*** Opening of DATA EXTRACT ***

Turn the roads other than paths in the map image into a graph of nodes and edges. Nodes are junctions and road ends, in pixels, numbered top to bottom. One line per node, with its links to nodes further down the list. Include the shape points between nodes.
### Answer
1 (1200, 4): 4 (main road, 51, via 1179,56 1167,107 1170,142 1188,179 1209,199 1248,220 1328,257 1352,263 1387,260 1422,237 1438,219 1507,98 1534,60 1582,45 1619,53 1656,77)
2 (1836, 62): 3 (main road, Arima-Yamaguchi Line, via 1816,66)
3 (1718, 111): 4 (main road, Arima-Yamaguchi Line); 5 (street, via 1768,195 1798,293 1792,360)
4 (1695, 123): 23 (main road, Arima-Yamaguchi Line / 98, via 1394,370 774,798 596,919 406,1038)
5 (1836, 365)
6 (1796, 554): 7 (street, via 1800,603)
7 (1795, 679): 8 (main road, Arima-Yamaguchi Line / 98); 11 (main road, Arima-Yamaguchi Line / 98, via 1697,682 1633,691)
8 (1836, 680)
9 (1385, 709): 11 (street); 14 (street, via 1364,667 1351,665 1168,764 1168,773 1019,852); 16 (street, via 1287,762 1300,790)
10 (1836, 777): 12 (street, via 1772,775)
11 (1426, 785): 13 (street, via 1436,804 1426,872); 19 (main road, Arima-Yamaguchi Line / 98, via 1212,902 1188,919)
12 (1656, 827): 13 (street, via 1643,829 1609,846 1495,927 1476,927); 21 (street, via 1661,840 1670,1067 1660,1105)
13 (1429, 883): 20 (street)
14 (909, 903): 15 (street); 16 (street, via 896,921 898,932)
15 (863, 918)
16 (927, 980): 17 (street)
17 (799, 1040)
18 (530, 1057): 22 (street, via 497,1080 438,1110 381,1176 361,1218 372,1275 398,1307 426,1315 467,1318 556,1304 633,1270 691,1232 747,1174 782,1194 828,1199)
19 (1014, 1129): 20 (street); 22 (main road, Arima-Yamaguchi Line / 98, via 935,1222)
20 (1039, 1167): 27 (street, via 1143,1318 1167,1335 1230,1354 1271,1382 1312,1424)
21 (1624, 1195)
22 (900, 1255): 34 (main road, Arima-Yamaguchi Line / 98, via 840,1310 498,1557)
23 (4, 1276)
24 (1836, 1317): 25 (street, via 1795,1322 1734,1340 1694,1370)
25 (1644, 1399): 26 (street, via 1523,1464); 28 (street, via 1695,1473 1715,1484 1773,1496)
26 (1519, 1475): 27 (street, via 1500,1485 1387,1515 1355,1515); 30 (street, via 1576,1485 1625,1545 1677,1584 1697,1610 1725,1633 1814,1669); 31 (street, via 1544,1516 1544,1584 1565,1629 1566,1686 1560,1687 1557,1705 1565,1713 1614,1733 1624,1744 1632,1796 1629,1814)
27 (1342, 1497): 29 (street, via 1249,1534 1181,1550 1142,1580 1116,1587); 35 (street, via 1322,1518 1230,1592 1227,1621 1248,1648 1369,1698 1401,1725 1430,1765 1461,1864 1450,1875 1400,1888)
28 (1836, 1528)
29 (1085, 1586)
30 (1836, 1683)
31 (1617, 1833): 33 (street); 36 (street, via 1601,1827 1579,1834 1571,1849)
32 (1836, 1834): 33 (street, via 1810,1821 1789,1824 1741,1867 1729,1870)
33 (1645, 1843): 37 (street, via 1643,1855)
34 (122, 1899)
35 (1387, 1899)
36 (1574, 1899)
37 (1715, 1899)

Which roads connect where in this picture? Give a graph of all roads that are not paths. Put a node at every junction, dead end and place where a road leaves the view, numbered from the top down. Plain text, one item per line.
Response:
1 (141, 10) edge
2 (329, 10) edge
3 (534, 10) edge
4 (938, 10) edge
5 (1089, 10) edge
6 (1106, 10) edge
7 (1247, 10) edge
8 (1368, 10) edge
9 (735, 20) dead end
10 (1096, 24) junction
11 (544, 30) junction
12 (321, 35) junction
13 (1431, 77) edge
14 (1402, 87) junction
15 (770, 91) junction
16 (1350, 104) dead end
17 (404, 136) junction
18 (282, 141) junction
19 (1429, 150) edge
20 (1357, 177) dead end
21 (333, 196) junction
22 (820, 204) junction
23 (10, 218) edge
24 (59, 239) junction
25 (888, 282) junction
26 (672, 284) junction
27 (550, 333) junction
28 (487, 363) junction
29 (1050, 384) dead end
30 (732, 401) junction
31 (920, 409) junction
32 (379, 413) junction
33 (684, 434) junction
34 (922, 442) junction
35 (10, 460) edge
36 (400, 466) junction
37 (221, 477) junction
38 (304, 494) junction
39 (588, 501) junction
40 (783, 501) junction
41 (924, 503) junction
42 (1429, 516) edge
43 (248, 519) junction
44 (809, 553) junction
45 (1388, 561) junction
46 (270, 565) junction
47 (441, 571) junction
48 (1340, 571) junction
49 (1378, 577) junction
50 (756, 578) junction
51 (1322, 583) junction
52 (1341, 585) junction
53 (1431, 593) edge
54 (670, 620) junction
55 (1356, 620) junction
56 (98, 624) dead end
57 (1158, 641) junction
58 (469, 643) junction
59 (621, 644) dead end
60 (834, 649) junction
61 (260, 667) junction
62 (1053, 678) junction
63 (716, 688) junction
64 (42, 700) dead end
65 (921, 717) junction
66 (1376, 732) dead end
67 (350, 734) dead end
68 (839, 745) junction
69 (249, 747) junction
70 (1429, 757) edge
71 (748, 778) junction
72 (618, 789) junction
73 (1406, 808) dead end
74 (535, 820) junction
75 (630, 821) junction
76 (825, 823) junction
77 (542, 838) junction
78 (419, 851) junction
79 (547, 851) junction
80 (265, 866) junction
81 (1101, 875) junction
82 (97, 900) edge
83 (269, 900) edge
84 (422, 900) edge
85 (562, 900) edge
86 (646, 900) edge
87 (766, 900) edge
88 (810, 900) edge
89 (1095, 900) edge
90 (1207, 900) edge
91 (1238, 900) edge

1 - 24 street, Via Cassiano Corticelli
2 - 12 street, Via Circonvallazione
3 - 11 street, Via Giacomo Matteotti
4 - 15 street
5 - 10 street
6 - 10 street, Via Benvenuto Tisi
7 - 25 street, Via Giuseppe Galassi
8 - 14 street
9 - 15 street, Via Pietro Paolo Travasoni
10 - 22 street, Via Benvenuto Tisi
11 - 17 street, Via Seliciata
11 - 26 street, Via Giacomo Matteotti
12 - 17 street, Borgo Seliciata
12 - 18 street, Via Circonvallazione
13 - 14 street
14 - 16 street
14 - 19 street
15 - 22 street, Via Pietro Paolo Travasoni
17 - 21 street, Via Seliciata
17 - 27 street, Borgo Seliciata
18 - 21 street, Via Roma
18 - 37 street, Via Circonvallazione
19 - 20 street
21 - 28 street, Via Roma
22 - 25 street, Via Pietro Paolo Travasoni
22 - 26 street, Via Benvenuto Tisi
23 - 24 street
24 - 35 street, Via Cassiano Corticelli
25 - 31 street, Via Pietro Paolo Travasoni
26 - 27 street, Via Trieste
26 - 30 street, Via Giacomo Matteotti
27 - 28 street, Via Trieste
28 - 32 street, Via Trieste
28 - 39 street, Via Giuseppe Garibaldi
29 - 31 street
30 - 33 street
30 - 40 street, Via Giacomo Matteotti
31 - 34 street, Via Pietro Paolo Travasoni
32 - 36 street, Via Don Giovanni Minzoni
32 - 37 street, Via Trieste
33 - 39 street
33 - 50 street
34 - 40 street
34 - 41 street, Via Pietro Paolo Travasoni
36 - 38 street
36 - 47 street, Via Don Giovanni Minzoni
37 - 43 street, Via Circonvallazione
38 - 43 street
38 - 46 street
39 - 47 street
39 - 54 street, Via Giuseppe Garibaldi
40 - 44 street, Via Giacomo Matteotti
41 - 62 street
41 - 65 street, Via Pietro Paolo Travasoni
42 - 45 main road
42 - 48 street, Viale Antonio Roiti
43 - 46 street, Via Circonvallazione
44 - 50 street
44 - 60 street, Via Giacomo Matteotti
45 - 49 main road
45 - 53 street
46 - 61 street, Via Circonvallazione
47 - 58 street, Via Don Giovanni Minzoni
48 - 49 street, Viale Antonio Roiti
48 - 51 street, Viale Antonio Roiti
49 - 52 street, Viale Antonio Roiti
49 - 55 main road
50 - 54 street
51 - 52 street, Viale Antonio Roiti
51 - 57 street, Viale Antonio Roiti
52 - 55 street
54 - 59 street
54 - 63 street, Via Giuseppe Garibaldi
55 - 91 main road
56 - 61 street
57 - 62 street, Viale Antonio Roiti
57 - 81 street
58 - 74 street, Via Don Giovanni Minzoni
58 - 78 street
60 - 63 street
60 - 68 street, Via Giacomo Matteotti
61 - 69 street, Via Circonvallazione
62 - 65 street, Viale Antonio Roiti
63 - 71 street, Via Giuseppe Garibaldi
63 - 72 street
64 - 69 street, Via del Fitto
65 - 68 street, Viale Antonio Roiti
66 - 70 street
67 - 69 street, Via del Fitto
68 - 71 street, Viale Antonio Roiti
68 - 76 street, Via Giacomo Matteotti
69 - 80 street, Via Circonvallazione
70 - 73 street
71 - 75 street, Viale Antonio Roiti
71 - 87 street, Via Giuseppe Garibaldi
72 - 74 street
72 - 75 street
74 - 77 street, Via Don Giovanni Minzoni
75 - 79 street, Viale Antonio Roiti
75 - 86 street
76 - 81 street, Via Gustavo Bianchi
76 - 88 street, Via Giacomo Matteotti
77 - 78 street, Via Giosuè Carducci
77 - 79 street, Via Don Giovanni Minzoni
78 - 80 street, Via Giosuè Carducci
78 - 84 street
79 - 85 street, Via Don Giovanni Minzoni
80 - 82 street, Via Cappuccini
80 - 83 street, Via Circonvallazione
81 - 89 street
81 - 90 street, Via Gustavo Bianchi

*** Close of DATA EXTRACT ***

**PROBLEM TO SOLVE:** Using the records above, work out how many lines hold the string "Bianchi"; answer with that number alone.

**TASK RESULT:** 2